Il termine italiano “mistico” deriva da quello latino mystĭcus; e questo dal greco antico μυστικός (mystikós), che in questa lingua indica ciò che è relativo ai misteri propri dei culti iniziatici.
In lingua italiana il termine “mistero” indica ciò che sfugge alle normali possibilità di conoscenza, quindi ciò è “enigmatico”, oppure ciò che è indicato come “segreto”. “Mistero” deriva dal termine latino mystērĭum, che deriva a sua volta dal greco antico mystḕrion (μυστήριον).
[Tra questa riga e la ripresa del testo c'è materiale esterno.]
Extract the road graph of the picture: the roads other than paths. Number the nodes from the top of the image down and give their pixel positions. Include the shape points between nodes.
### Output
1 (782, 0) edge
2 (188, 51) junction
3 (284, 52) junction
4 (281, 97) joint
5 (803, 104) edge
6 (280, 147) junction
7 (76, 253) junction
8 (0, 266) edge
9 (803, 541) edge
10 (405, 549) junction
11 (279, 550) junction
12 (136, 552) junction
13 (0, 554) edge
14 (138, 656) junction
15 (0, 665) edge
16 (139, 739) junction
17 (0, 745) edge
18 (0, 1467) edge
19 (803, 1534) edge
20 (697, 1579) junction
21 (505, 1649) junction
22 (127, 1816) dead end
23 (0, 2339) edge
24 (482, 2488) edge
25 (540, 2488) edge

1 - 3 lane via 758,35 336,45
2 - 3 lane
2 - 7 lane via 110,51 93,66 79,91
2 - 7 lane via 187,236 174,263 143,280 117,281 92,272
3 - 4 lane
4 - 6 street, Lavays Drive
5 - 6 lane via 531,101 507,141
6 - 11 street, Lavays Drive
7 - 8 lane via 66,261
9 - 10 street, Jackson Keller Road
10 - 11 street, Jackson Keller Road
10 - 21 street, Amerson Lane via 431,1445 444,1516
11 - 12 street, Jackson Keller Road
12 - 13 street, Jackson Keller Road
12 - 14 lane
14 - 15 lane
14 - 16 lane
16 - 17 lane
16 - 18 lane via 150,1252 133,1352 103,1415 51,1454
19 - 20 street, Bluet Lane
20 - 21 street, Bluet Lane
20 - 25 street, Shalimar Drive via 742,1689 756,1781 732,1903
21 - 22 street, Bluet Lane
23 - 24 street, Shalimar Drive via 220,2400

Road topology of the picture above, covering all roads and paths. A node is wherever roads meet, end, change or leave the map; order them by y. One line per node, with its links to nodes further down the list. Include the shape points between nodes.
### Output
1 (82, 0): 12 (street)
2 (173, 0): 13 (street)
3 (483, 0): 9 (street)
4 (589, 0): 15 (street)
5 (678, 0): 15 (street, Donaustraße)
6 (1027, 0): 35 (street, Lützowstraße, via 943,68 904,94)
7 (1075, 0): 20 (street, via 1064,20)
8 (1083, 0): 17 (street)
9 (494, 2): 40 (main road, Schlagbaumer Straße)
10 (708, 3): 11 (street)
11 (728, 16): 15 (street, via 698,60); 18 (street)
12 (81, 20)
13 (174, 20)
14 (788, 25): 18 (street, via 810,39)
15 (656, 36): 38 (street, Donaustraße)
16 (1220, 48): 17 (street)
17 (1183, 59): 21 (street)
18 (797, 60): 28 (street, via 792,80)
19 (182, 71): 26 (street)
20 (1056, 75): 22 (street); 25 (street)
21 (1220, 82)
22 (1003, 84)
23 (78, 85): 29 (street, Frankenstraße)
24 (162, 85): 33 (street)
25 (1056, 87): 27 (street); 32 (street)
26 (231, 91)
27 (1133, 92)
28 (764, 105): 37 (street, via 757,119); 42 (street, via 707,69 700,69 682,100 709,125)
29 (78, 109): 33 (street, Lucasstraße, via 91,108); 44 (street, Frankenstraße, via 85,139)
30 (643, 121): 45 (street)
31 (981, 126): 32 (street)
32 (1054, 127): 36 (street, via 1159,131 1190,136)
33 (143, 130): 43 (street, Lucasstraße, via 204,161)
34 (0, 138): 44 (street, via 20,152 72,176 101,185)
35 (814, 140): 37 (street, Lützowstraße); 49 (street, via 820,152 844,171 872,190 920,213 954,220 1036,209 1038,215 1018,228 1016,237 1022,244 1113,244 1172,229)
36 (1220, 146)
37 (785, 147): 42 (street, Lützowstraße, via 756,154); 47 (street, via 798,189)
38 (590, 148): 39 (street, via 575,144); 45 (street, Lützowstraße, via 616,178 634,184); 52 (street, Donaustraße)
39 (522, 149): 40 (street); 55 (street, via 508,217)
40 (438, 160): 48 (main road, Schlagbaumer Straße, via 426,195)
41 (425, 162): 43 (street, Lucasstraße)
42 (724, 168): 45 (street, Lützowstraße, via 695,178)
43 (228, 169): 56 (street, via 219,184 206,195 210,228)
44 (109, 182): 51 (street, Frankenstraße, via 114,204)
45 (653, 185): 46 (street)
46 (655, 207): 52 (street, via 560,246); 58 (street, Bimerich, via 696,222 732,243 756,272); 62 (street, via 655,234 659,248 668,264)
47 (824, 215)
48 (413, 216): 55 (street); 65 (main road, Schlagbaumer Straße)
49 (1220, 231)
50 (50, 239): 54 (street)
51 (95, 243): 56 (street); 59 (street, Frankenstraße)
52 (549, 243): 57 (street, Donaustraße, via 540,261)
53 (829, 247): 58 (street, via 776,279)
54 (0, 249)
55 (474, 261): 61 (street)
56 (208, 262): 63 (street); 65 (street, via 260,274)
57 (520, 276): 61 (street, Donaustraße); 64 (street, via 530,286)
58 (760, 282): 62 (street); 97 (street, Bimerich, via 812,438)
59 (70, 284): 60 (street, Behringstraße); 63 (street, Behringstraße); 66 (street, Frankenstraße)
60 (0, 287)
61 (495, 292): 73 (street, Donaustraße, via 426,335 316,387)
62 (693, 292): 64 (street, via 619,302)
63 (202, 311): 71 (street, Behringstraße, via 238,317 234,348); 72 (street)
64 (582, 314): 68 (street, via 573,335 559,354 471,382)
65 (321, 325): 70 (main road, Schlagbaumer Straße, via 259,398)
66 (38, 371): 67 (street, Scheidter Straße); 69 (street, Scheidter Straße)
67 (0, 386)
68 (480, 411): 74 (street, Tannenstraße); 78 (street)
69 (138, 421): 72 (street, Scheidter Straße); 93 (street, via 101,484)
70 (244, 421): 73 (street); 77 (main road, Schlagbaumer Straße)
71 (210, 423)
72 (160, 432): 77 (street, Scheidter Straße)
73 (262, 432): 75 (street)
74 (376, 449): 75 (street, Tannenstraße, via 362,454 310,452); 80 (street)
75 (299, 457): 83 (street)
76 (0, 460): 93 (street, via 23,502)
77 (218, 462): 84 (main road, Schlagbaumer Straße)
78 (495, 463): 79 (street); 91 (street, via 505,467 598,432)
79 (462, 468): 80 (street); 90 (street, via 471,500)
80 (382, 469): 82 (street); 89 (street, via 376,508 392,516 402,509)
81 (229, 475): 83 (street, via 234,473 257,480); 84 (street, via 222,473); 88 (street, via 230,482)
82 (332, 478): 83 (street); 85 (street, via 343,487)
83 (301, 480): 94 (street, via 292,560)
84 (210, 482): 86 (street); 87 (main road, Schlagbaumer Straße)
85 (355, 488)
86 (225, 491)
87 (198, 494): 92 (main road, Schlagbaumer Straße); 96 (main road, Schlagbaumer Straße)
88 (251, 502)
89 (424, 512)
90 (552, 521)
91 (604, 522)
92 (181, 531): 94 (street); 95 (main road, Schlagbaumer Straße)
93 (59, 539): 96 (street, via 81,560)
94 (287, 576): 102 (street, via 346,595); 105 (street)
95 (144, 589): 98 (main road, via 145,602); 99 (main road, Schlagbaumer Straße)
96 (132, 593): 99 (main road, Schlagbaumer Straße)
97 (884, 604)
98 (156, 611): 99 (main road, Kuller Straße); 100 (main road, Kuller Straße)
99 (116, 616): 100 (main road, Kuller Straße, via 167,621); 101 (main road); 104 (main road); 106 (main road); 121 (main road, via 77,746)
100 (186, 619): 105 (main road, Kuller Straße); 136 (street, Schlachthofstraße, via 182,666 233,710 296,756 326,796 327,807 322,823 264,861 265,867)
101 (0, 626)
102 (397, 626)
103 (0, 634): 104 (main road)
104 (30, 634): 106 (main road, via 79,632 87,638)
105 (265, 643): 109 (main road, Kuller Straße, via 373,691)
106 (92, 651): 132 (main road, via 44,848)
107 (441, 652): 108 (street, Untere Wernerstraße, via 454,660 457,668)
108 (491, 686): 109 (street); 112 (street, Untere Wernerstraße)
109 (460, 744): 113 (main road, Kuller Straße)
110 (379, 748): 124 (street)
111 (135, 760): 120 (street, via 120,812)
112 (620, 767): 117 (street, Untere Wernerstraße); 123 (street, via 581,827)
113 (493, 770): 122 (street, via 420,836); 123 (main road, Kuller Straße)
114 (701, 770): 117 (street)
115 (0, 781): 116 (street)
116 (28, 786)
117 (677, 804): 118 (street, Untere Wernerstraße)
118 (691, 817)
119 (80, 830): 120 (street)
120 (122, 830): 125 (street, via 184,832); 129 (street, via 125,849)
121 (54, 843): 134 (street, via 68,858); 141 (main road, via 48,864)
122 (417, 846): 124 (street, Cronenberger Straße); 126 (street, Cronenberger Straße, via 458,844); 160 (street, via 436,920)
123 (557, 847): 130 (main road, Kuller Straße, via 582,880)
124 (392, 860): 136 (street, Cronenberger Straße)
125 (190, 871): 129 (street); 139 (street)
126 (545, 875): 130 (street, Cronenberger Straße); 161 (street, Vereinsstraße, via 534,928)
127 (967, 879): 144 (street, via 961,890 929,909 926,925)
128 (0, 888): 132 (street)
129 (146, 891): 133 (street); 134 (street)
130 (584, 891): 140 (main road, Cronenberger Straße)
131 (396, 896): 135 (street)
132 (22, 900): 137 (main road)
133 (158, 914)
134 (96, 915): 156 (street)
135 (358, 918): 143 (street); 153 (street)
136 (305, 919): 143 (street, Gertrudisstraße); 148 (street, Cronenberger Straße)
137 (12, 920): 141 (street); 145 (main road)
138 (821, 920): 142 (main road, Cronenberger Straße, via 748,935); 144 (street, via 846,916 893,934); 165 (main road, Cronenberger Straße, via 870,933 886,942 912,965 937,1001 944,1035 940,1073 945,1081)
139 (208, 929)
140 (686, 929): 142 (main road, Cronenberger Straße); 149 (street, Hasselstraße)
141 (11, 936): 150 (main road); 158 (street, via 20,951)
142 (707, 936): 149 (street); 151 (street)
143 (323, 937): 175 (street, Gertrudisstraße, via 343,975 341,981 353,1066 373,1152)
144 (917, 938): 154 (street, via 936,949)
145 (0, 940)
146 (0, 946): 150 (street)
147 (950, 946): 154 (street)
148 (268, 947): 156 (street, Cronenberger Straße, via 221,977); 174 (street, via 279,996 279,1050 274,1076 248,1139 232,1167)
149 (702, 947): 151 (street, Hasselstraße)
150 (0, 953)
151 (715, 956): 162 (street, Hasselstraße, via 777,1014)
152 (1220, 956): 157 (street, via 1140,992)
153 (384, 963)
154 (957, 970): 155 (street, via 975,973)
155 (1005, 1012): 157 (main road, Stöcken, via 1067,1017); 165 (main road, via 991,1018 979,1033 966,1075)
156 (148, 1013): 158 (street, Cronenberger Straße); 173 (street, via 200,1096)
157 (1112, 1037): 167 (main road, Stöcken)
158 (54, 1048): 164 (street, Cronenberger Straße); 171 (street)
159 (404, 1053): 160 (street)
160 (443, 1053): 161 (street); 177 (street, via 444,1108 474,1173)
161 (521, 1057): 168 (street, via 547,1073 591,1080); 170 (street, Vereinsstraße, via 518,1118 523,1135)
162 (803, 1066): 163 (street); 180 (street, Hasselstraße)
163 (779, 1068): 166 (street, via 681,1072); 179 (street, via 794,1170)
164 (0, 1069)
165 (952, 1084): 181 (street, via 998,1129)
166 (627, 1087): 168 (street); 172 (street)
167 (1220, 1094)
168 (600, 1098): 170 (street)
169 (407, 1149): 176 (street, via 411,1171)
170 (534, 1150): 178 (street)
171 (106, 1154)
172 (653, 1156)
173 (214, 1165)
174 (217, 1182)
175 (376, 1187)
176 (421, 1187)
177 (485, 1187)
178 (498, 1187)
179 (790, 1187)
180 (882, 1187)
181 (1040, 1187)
Ma sia il termine mystikós (μυστικός) che il termine mystḕrion (μυστήριον), derivano dal termine greco antico mýstēs (μύστης), che significa “iniziato”.
Per inquadrare correttamente l’origine greco antica di questi termini occorre, infatti, ricordare, con Walter Burkert (1989) la loro correlazione col termine latino initiatio. Dal momento che “… i misteri erano cerimonie di iniziazione, culti nei quali l’ammissione e la partecipazione dipendono da qualche rituale personale da celebrare sull’iniziando. La segretezza e, nella maggior parte dei casi, un’ambientazione notturna sono elementi concomitanti di questa esclusività.
Il termine mýstēs (μύστης) deriva da μύω (mýo; “celare”). E questo dall’atto di socchiudere gli occhi, che è tipico di chi prega, va in contemplazione e accede al mistero, al sacro. Quale entità che è allo stesso tempo la dimensione più profonda dell’essere e qualcosa di separato da esso; o, perlomeno, dalla sua manifestazione superficiale ed ordinaria. E perciò misteriosa, segreta, colta e sperimentata solo da pochi iniziati.
Erotismo e crudeltà.
L’erotismo e altra cosa dalla semplice sessualità.
Così come la crudeltà è altra cosa dalla semplice aggressività e, perfino, dalla violenza.
La violenza e la sessualità appartengono a tutte le specie animali.
L’erotismo e la crudeltà sono solo della specie umana.